> **TASK TO COMPLETE**
Exact wording is required for every entry; transcribe all of them and leave the images out.

*** DATA LISTING ***

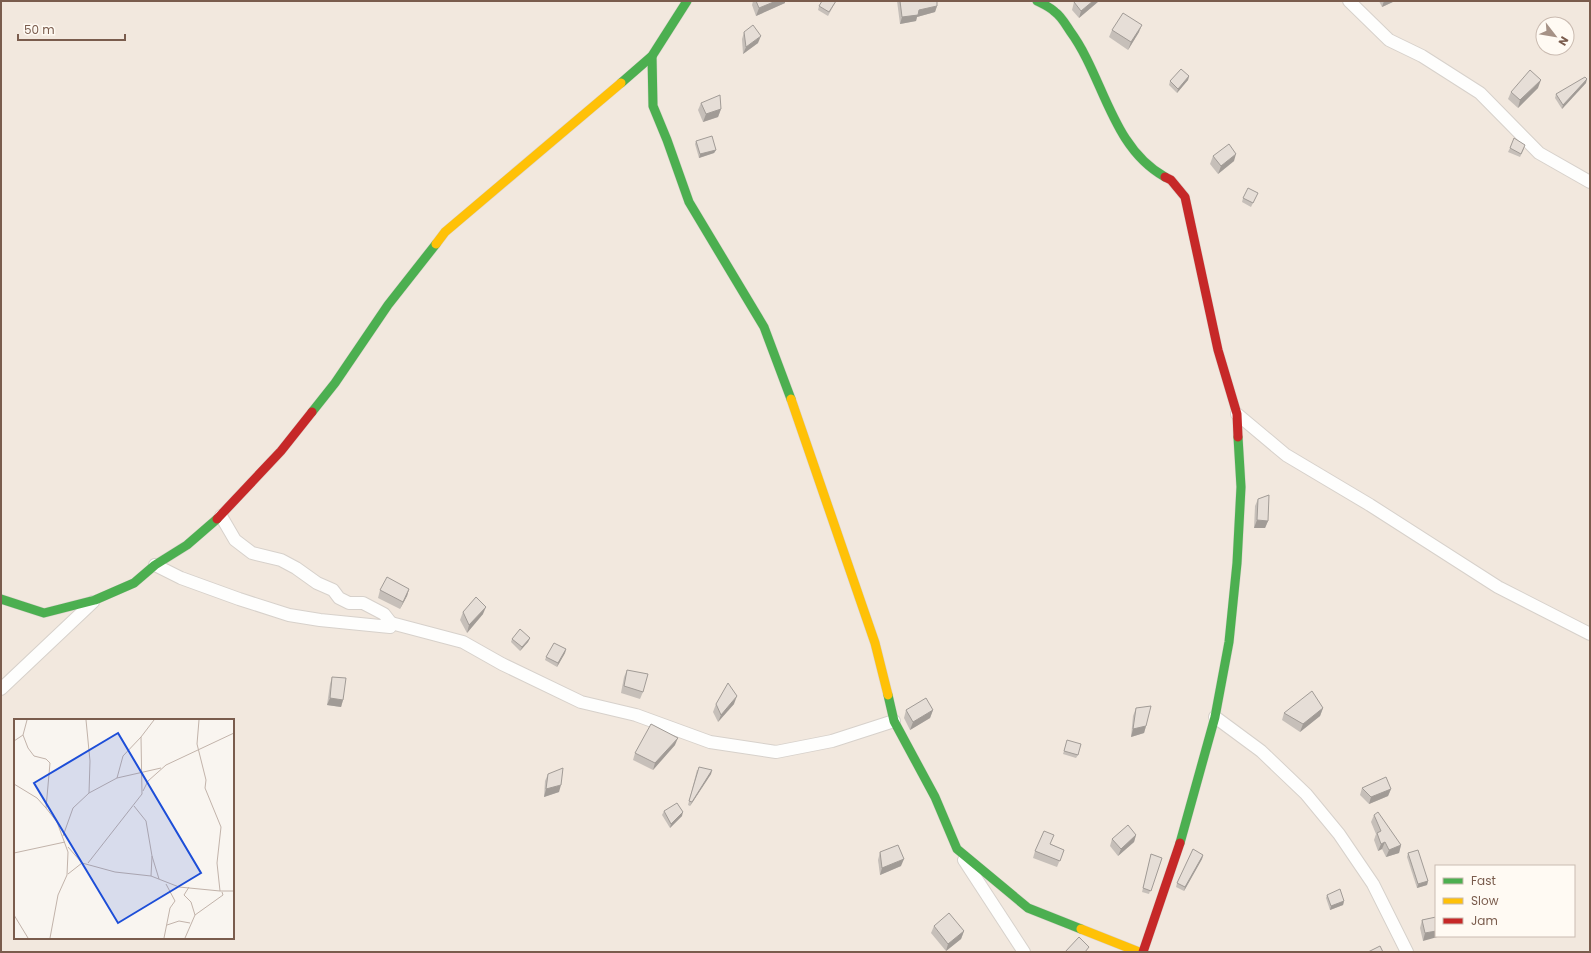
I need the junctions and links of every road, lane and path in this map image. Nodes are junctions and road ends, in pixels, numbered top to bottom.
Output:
1 (687, 1) edge
2 (1037, 1) edge
3 (1349, 1) edge
4 (652, 56) junction
5 (1590, 182) edge
6 (1237, 414) junction
7 (221, 516) junction
8 (155, 565) junction
9 (1, 599) edge
10 (95, 600) junction
11 (391, 623) junction
12 (1590, 634) edge
13 (1, 689) edge
14 (1215, 718) junction
15 (894, 721) junction
16 (957, 849) junction
17 (1024, 952) edge
18 (1139, 952) edge
19 (1143, 952) edge
20 (1407, 952) edge

1 - 4 street
2 - 6 street
3 - 5 street
4 - 7 street
4 - 15 street
6 - 12 street
6 - 14 street
7 - 8 street
7 - 11 street
8 - 10 street
8 - 11 street
9 - 10 street
10 - 13 street
11 - 15 street
14 - 19 street
14 - 20 street
15 - 16 street
16 - 17 street
16 - 18 street

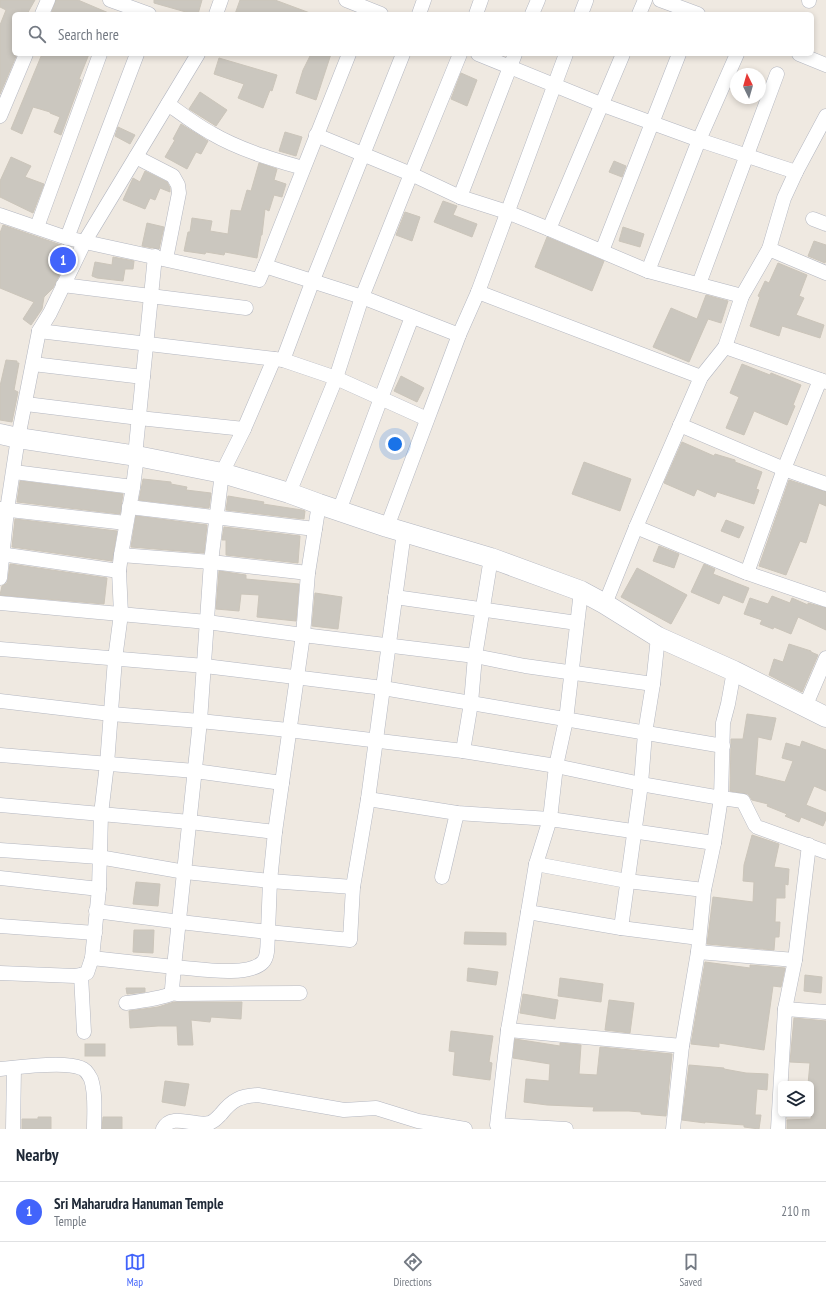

*** End of DATA LISTING ***

> **RESULT OF THE TASK**
I need the junctions and links of every road, lane and path in this map image. Nodes are junctions and road ends, in pixels, numbered top to bottom.
Output:
1 (687, 1) edge
2 (1037, 1) edge
3 (1349, 1) edge
4 (652, 56) junction
5 (1590, 182) edge
6 (1237, 414) junction
7 (221, 516) junction
8 (155, 565) junction
9 (1, 599) edge
10 (95, 600) junction
11 (391, 623) junction
12 (1590, 634) edge
13 (1, 689) edge
14 (1215, 718) junction
15 (894, 721) junction
16 (957, 849) junction
17 (1024, 952) edge
18 (1139, 952) edge
19 (1143, 952) edge
20 (1407, 952) edge

1 - 4 street
2 - 6 street
3 - 5 street
4 - 7 street
4 - 15 street
6 - 12 street
6 - 14 street
7 - 8 street
7 - 11 street
8 - 10 street
8 - 11 street
9 - 10 street
10 - 13 street
11 - 15 street
14 - 19 street
14 - 20 street
15 - 16 street
16 - 17 street
16 - 18 street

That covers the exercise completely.